ECASS III is an important step forward in treating stroke patients. Whereas physicians often were handcuffed by a strict 3-hour treatment window, now they have 90 extra minutes. Hopefully, more patients will receive therapy as a result, but based on the experience after the NINDS trial, time will be required before physicians feel comfortable with this change. A recent advisory paper from the American Heart Association/American Stroke Association (AHA/ASA) may help; it concluded that the pooled analysis and ECASS III data warranted a class I recommendation, level of evidence B, that rt-PA should be offered between 3 and 4.5 h to select patients. Treating patients with ECASS III exclusion criteria, such as an NIHSS score greater than 25, age greater than 80 years, and therapy with oral anticoagulation (regardless of international normalized ratio), is not established and, as such, received a class IIb recommendation, level of evidence C [27•].
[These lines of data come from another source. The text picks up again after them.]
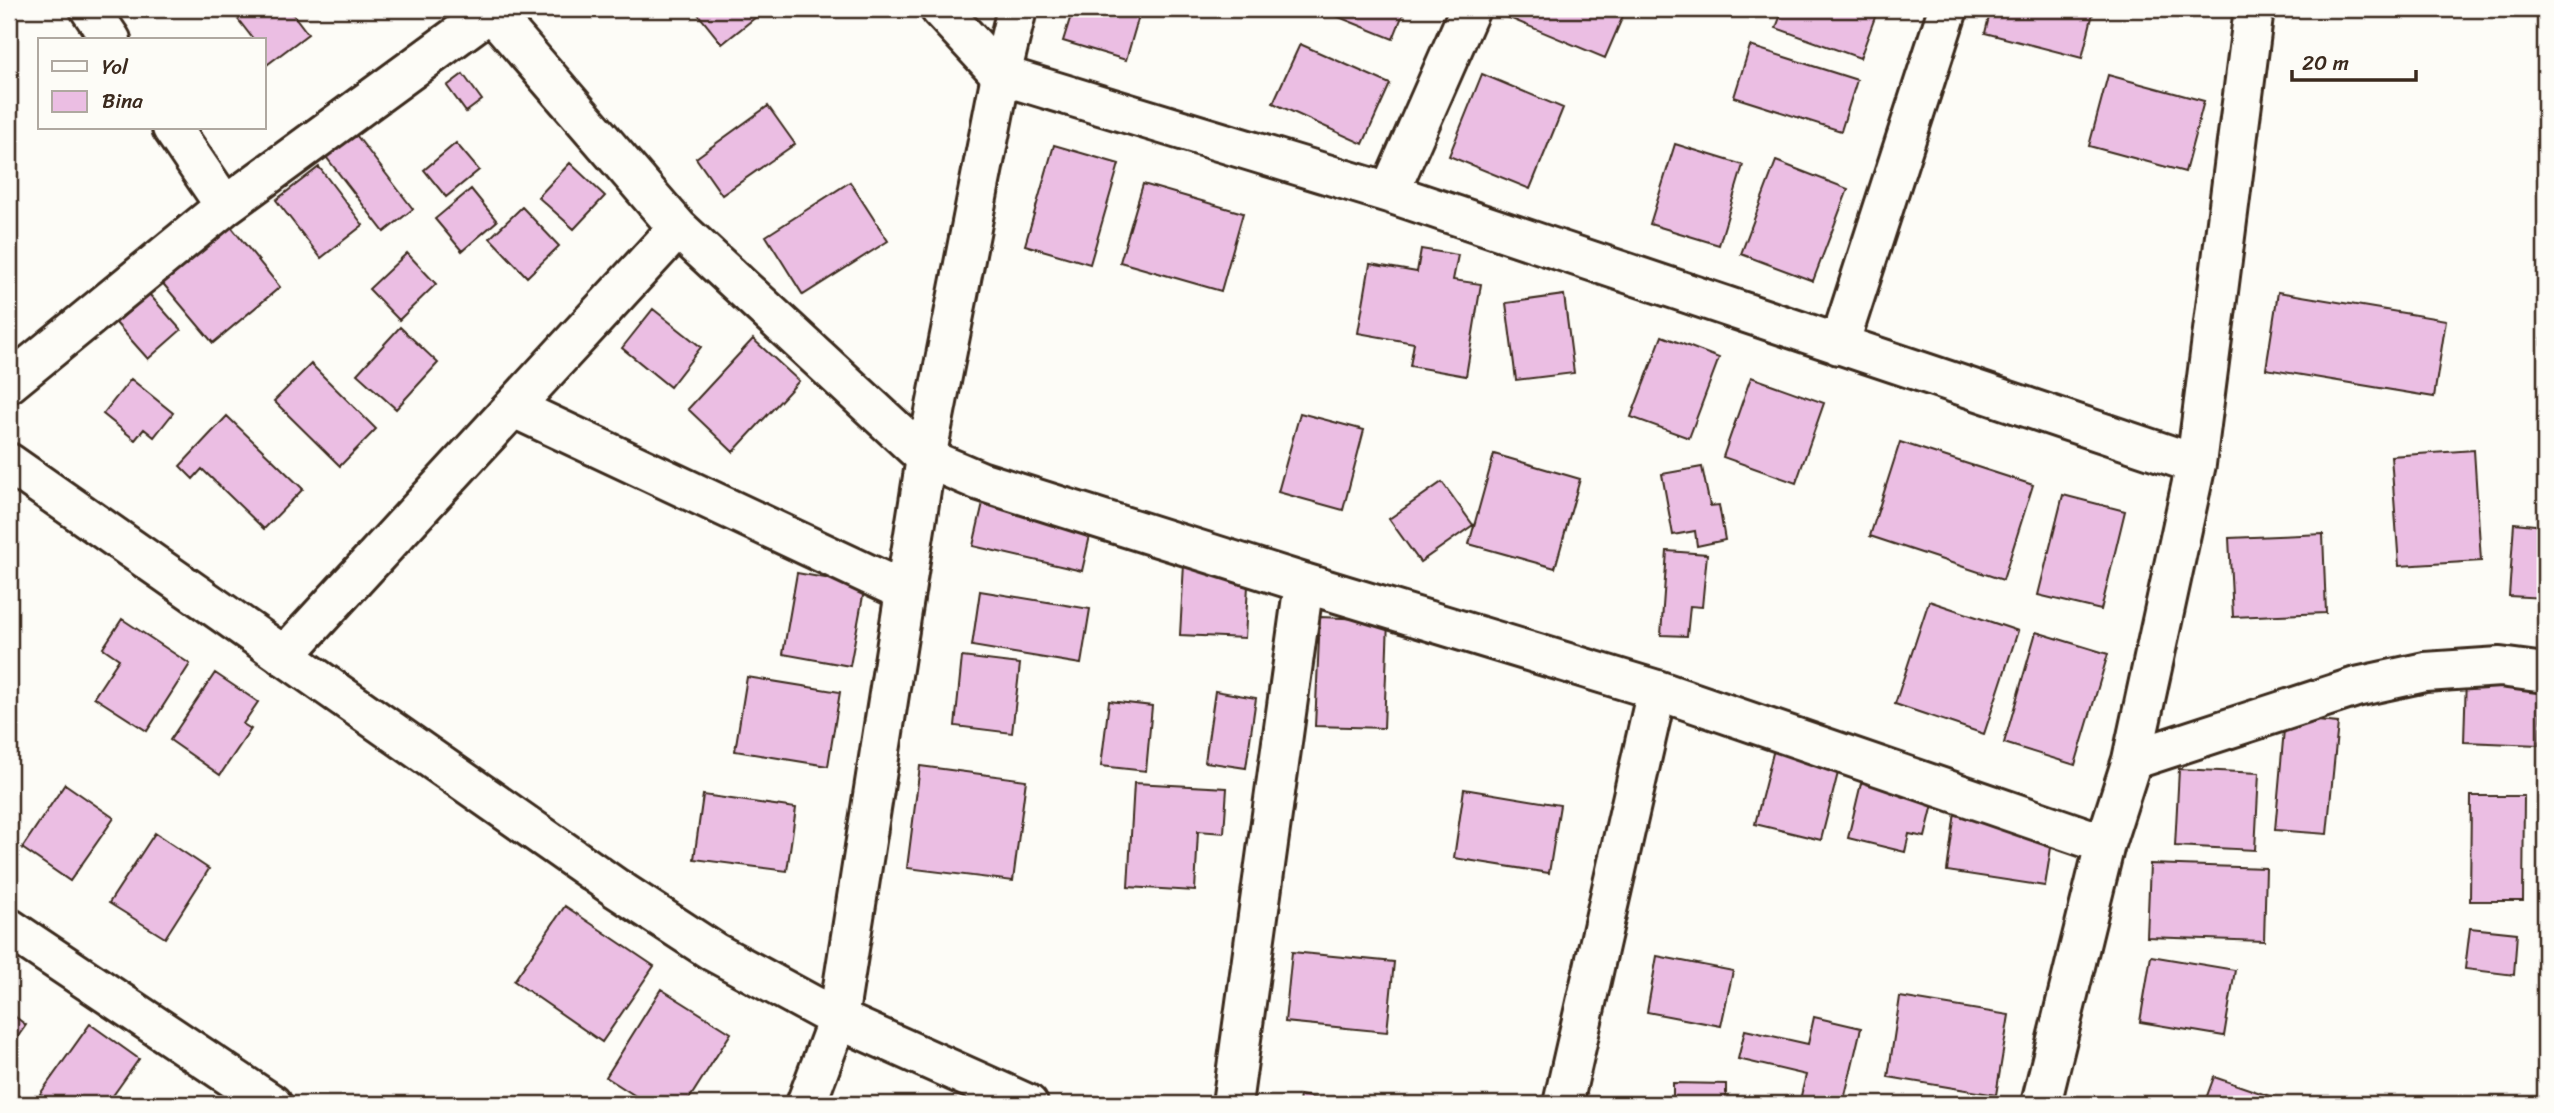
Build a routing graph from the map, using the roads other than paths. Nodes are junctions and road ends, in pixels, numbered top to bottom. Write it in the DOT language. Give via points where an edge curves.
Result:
graph roads {
  1 [pos="90,9"];
  2 [pos="940,9"];
  3 [pos="1017,9"];
  4 [pos="1471,9"];
  5 [pos="1948,9"];
  6 [pos="2254,9"];
  7 [pos="491,10"];
  8 [pos="110,38"];
  9 [pos="1001,75"];
  10 [pos="173,130"];
  11 [pos="1389,193"];
  12 [pos="225,206"];
  13 [pos="678,228"];
  14 [pos="1839,345"];
  15 [pos="9,383"];
  16 [pos="514,408"];
  17 [pos="926,458"];
  18 [pos="9,463"];
  19 [pos="2196,464"];
  20 [pos="1304,583"];
  21 [pos="904,591"];
  22 [pos="284,656"];
  23 [pos="2545,673"];
  24 [pos="1657,690"];
  25 [pos="2132,760"];
  26 [pos="2105,844"];
  27 [pos="9,928"];
  28 [pos="838,1019"];
  29 [pos="272,1104"];
  30 [pos="806,1104"];
  31 [pos="1028,1104"];
  32 [pos="1232,1104"];
  33 [pos="1563,1104"];
  34 [pos="2041,1104"];
  1 -- 8 [label="street"];
  2 -- 9 [label="street"];
  3 -- 9 [label="street"];
  4 -- 11 [label="street"];
  5 -- 14 [label="street"];
  6 -- 19 [label="street"];
  7 -- 12 [label="street"];
  7 -- 13 [label="street"];
  9 -- 11 [label="street"];
  9 -- 17 [label="street"];
  10 -- 12 [label="street"];
  11 -- 14 [label="street"];
  12 -- 15 [label="street"];
  13 -- 16 [label="street"];
  13 -- 17 [label="street"];
  14 -- 19 [label="street"];
  16 -- 21 [label="street"];
  16 -- 22 [label="street"];
  17 -- 20 [label="street" via="980,481"];
  17 -- 21 [label="street"];
  18 -- 22 [label="street"];
  19 -- 25 [label="street"];
  20 -- 24 [label="street"];
  20 -- 32 [label="street"];
  21 -- 28 [label="street"];
  22 -- 28 [label="street" via="616,888 714,952"];
  23 -- 25 [label="street" via="2500,667 2426,672 2356,687"];
  24 -- 26 [label="street"];
  24 -- 33 [label="street"];
  25 -- 26 [label="street"];
  26 -- 34 [label="street"];
  27 -- 29 [label="street"];
  28 -- 30 [label="street"];
  28 -- 31 [label="street"];
}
ECASS III also serves to confirm the basic finding of the NINDS trial in an independent population: intravenous rt-PA treatment powerfully and safely ameliorates disability after acute ischemic stroke. Although mainstream neurologists and emergency medicine physicians accepted this finding long ago, residual skepticism remained in some quarters, fanned by irresponsible distortions from self-appointed “expert” naysayers. The replication of the NINDS trial in ECASS III should lay to rest all remaining skepticism about intravenous rt-PA for acute stroke.

Some of the most useful lessons from ECASS III ultimately may be what this study does not mean [28•]. The ideal treatment window is not anytime before 4.5 h, and physicians cannot use the liberty of 90 extra minutes to delay treatment decisions. As the ECASS III authors astutely point out, early treatment remains critical, and the odds of a favorable outcome decline with every minute. In the NINDS study, for one patient to have a favorable outcome, the number needed to treat was 8.4, but in the extended window of ECASS III, the number needed to treat rose to 14. Although benefit exists until 4.5 h, the goal must be to keep the door-to-needle time as short as possible, generally within 1 h.